Tamil Nadu Il partito Amma Makkal Munnetra Kazhagam (AMMK), guidato da TTV Dhinakaran, ha annunciato mercoledì di lasciare la coalizione NDA guidata dal BJP. L’AMMK è il secondo partito ad abbandonare la NDA. In precedenza, anche O. Panneerselvam, espulso dall’AIADMK, aveva ritirato il suo partito dalla coalizione.
Dhinakaran ha dichiarato ai media: “Questo movimento (AMMK) è nato contro il tradimento di alcune persone. Credevamo che sarebbero cambiati, ma non è successo nulla.”
In realtà, in Tamil Nadu è l’AIADMK a guidare la NDA. Dopo la separazione nel 2023, l’AIADMK ha formato un’alleanza con il BJP nell’aprile 2025.
Dhinakaran ha accusato l’AIADMK, in particolare Palaniswami, di essersi opposto all’inclusione dell’AMMK nella coalizione. Dhinakaran sperava in un intervento di Amit Shah, ma non è successo nulla.
Dhinakaran, un tempo alleato fedele del BJP, ha affermato che il suo partito deciderà una nuova alleanza a dicembre, dopo aver consultato dirigenti e militanti.
Una minaccia per la coalizione NDA in vista delle elezioni in Tamil Nadu
L’ex Chief Minister O. Panneerselvam ha recentemente lasciato la coalizione BJP. Ora anche l’AMMK se n’è andato.
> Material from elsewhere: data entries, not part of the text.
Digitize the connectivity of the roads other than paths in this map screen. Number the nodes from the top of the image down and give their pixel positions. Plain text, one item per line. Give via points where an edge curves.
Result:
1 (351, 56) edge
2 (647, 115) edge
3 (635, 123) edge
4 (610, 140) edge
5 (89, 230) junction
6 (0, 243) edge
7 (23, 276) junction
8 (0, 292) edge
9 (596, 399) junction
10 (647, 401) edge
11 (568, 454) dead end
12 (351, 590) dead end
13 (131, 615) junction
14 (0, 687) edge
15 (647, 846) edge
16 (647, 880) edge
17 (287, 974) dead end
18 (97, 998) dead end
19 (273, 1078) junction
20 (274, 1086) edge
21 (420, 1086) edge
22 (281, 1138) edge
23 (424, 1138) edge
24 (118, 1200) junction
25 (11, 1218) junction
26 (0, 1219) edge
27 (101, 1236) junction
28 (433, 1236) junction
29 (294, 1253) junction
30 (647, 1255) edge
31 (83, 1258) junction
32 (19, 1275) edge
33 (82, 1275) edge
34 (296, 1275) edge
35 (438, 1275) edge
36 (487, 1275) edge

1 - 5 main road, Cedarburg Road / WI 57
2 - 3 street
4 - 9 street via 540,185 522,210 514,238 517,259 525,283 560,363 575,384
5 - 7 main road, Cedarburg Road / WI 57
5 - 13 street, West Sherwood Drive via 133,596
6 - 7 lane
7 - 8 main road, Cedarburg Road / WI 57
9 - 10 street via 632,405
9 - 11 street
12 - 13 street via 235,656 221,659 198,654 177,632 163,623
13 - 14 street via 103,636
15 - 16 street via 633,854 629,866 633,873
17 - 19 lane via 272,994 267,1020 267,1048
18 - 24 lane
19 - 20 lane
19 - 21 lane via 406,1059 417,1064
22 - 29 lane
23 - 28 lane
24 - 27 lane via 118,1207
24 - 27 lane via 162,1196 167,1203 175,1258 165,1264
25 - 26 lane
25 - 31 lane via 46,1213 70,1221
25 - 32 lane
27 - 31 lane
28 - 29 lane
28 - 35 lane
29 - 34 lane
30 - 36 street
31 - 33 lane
A causa dei conflitti tra il leader organizzativo del PMK, Ramadoss, e il leader Anbumani, non è chiaro se il partito rimarrà nella coalizione NDA guidata dal BJP. Il DMDK si trova in una situazione simile.
Nello stato, il Nam Tamilar Katchi (NTK) e il TVK hanno confermato che si presenteranno autonomamente alle elezioni. L’uscita di Dhinakaran dalla NDA e la sua decisione di tenere aperte le opzioni di alleanza stanno sconvolgendo il panorama politico statale.
Le elezioni dell’Assemblea del Tamil Nadu sono previste per il 2026
Le elezioni dell’Assemblea del Tamil Nadu, previste per il 2026, sono un appuntamento che potrebbe determinarne il destino. Durante un confronto con i media, Dhinakaran ha dichiarato: “Aspettavamo con impazienza che i militanti di Amma si unissero in queste elezioni e indicassero il candidato giusto per Chief Minister. Non abbiamo aspettato che nessuno fosse emarginato, né abbiamo agito per paura di qualcuno.”
Il capo dell’AMMK ha aggiunto: “Speravamo che i militanti di Amma si unissero a noi e che le persone del partito di Amma si adoperassero seriamente per questo. Ma quando li abbiamo visti vagare di città in città, portando in testa il loro tradimento, abbiamo capito che non c’è via d’uscita: non c’è possibilità che cambino.”